Given the commonness of some packet loss, this whole scenario is utterly common and resolves itself in less than a quarter of a second, generally speaking. What is happening in your case, for some reason, is that a huge number of packets are going into the withheld state, because they are still waiting on the resend and arrival of packets that should have come first (so, in other words, A1 never arrives, and everything else after that point just keeps queuing up).
I've never seen this sort of thing with the lidgren library before, so I don't know exactly what the trouble is. I will send a note to the author of that library and see what he thinks, what possible causes might be. To my mind, there are a few possibilities:
1. Some sort of bug in the lidgren library (probably unlikely, or others would be reporting it more, but it could be an "edge case" of some kind).
2. Something wrong with one of the network adapters, as I'd noted.
3. Something on one of your two routers that "doesn't like" that A1 packet, and is filtering it out as malicious or whatever else (application-level content filtering on a firewall).
4. Some sort of QoS service on one of your two routers that is incorrectly managing the stream of packets for some reason (very strange that Hamachi would act differently).
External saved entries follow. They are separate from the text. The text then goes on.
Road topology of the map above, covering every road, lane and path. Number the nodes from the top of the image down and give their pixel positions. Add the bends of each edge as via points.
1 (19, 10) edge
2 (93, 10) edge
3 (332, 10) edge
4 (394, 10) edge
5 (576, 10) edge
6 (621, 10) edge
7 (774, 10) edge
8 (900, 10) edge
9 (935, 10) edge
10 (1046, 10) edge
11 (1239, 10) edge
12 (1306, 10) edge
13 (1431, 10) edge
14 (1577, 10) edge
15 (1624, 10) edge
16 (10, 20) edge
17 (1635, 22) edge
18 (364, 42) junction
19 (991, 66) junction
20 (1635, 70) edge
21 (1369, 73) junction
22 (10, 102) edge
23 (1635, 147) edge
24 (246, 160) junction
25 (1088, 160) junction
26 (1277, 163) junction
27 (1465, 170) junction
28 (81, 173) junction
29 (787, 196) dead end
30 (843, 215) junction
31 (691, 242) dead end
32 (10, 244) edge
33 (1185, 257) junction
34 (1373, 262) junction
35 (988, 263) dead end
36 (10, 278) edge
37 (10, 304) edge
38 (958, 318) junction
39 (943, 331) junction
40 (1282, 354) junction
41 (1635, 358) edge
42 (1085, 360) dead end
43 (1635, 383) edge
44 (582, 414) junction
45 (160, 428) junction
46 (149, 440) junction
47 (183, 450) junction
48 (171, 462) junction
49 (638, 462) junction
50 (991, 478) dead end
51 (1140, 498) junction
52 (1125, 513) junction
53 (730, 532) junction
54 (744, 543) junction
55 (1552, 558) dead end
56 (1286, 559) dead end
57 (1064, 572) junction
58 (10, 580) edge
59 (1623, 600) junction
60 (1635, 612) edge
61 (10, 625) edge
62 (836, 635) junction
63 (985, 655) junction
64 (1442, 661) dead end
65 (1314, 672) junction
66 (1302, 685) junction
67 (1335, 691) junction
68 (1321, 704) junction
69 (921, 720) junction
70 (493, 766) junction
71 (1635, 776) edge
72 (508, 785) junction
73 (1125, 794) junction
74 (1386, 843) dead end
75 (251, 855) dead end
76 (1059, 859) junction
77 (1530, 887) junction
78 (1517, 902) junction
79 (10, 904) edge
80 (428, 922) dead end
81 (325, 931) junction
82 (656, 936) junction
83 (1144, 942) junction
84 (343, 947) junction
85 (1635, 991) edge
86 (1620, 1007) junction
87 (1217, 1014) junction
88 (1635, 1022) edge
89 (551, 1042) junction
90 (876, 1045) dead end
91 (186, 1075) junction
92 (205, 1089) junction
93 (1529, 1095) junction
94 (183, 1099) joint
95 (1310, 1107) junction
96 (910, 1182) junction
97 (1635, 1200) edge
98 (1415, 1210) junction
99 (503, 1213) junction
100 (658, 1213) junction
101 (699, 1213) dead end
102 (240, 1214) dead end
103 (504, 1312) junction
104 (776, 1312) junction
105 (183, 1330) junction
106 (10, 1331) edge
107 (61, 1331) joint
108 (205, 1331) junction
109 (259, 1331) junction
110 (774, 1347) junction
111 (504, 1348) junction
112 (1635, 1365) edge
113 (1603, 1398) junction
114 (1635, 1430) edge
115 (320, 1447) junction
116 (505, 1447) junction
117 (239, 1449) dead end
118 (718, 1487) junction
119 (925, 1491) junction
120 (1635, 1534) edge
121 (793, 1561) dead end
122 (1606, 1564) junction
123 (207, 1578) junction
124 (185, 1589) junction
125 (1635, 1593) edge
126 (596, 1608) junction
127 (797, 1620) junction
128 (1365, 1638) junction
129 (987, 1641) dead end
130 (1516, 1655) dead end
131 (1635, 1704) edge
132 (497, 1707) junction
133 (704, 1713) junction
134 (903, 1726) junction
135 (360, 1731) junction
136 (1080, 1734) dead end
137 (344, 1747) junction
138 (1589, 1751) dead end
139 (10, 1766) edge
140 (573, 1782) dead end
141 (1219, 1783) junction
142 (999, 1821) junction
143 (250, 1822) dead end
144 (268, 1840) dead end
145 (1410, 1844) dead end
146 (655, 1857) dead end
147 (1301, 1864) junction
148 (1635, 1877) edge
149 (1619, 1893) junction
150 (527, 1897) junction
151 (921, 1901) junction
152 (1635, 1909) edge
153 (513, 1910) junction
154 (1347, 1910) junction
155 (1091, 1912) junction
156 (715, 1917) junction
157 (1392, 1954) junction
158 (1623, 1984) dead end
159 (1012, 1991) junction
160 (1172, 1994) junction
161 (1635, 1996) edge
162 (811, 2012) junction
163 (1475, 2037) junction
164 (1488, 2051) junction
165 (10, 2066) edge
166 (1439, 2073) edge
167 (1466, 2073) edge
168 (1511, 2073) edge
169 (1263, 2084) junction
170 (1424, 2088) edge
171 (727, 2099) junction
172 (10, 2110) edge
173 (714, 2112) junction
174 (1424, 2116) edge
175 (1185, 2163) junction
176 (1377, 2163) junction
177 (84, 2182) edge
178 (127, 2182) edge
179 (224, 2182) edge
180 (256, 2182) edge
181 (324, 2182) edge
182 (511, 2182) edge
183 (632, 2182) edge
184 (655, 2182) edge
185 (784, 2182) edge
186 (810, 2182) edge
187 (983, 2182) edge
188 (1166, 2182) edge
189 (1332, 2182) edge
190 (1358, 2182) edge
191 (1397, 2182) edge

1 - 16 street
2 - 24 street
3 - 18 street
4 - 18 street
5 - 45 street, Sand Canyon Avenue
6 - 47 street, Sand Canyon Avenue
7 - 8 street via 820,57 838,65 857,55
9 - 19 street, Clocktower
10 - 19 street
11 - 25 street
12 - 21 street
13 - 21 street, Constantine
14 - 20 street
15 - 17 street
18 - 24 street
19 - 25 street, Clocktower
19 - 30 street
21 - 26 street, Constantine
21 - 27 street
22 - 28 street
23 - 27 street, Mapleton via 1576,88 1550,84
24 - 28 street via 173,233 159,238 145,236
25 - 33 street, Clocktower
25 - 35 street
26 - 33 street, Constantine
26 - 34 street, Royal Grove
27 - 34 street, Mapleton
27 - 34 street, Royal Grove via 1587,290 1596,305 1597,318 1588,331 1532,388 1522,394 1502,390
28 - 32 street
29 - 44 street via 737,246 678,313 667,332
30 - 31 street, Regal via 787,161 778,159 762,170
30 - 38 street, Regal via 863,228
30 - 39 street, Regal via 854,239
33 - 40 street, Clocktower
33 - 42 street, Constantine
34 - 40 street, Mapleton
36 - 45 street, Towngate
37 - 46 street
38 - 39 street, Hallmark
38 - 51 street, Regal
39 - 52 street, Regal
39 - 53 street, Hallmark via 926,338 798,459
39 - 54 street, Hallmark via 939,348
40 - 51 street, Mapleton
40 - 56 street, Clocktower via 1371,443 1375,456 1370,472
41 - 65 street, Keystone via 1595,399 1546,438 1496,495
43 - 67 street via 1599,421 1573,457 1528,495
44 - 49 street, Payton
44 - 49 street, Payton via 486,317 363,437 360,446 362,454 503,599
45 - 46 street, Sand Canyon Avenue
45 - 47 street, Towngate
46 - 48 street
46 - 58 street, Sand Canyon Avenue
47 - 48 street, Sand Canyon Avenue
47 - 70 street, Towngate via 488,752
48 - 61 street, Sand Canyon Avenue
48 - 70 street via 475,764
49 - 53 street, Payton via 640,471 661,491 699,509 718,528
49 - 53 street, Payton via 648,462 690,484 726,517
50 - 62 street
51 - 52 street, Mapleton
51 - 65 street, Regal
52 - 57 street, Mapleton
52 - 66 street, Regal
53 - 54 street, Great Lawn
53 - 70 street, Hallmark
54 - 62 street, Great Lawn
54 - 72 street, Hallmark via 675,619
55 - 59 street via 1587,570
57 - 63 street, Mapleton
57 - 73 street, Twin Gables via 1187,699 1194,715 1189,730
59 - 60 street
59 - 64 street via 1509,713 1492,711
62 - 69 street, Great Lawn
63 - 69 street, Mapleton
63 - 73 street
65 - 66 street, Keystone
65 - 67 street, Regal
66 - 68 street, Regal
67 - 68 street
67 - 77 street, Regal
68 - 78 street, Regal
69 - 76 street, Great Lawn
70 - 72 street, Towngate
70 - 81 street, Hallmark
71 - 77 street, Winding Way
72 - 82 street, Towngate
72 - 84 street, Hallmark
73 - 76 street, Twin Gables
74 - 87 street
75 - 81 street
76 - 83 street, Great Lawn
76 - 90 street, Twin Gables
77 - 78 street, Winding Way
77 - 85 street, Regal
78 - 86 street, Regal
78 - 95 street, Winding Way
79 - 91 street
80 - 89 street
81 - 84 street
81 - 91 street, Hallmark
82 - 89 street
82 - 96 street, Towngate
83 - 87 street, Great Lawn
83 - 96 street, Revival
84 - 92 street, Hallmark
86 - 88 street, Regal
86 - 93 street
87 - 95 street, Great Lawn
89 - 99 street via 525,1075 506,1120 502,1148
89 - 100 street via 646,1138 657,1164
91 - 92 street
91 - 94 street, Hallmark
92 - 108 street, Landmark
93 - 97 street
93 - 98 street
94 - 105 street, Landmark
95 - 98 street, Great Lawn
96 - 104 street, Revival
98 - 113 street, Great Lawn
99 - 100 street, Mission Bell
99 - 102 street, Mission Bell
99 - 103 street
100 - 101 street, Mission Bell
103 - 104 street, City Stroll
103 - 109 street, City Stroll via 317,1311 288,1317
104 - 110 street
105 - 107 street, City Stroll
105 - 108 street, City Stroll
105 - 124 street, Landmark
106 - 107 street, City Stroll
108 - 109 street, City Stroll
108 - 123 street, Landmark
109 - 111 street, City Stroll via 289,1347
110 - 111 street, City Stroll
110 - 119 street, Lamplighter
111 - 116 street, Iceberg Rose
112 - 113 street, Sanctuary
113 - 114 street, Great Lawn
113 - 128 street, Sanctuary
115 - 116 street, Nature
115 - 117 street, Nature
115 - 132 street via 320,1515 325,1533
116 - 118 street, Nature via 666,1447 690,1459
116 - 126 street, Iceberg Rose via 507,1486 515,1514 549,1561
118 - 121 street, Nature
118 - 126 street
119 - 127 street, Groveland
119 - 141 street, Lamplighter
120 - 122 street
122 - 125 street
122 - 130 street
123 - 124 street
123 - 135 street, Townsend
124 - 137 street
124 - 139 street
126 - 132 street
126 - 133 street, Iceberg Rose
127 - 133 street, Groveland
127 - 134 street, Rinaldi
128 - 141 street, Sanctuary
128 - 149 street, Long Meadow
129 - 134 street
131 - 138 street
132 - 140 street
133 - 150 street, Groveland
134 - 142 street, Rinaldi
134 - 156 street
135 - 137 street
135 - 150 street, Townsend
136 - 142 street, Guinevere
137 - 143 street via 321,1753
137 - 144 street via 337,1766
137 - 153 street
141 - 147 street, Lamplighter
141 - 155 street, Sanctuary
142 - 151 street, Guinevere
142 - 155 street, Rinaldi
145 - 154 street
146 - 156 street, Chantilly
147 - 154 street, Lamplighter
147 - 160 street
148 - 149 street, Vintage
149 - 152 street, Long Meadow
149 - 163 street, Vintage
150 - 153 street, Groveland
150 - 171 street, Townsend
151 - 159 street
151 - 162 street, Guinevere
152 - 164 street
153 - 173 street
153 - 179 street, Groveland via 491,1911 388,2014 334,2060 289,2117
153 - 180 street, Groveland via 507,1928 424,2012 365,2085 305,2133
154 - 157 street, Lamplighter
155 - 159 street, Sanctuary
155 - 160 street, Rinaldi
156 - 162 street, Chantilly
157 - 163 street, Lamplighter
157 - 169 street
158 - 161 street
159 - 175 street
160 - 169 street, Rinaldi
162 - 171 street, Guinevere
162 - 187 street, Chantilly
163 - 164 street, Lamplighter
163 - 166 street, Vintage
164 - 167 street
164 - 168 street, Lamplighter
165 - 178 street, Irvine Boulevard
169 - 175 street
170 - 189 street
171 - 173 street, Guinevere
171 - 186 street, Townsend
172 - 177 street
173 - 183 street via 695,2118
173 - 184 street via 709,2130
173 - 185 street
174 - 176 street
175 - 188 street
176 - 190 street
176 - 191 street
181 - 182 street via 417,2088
5. Some sort of other routing bug, at the ISP level, or one one of the routers, or something (that a router firmware update on both the routers might fix for you, if they are not already up to date).
My suggestion would be to at least look into possibilities 2 through 5, since this is something that -- so far at least -- seems isolated to you and your friend's case alone. That doesn't mean another case isn't going to come up in another 5 minutes or 5 days or 5 months from now, but with these sort of edge cases, especially with the new data you've provided, my suspicion is something even below the network library layer, getting down to the network driver or further out on the network itself.
Meanwhile, I will contact Lidgren and see if he has any thoughts on the possibility 1 above, since this may prove a useful addition to his
FAQ about the library, anyway. Being that it's the weekend, and that I have not been in communication with him in the past, I don't know what sort of response time to expect -- I'll keep you up to date when I hear anything, though. Thanks for your patience!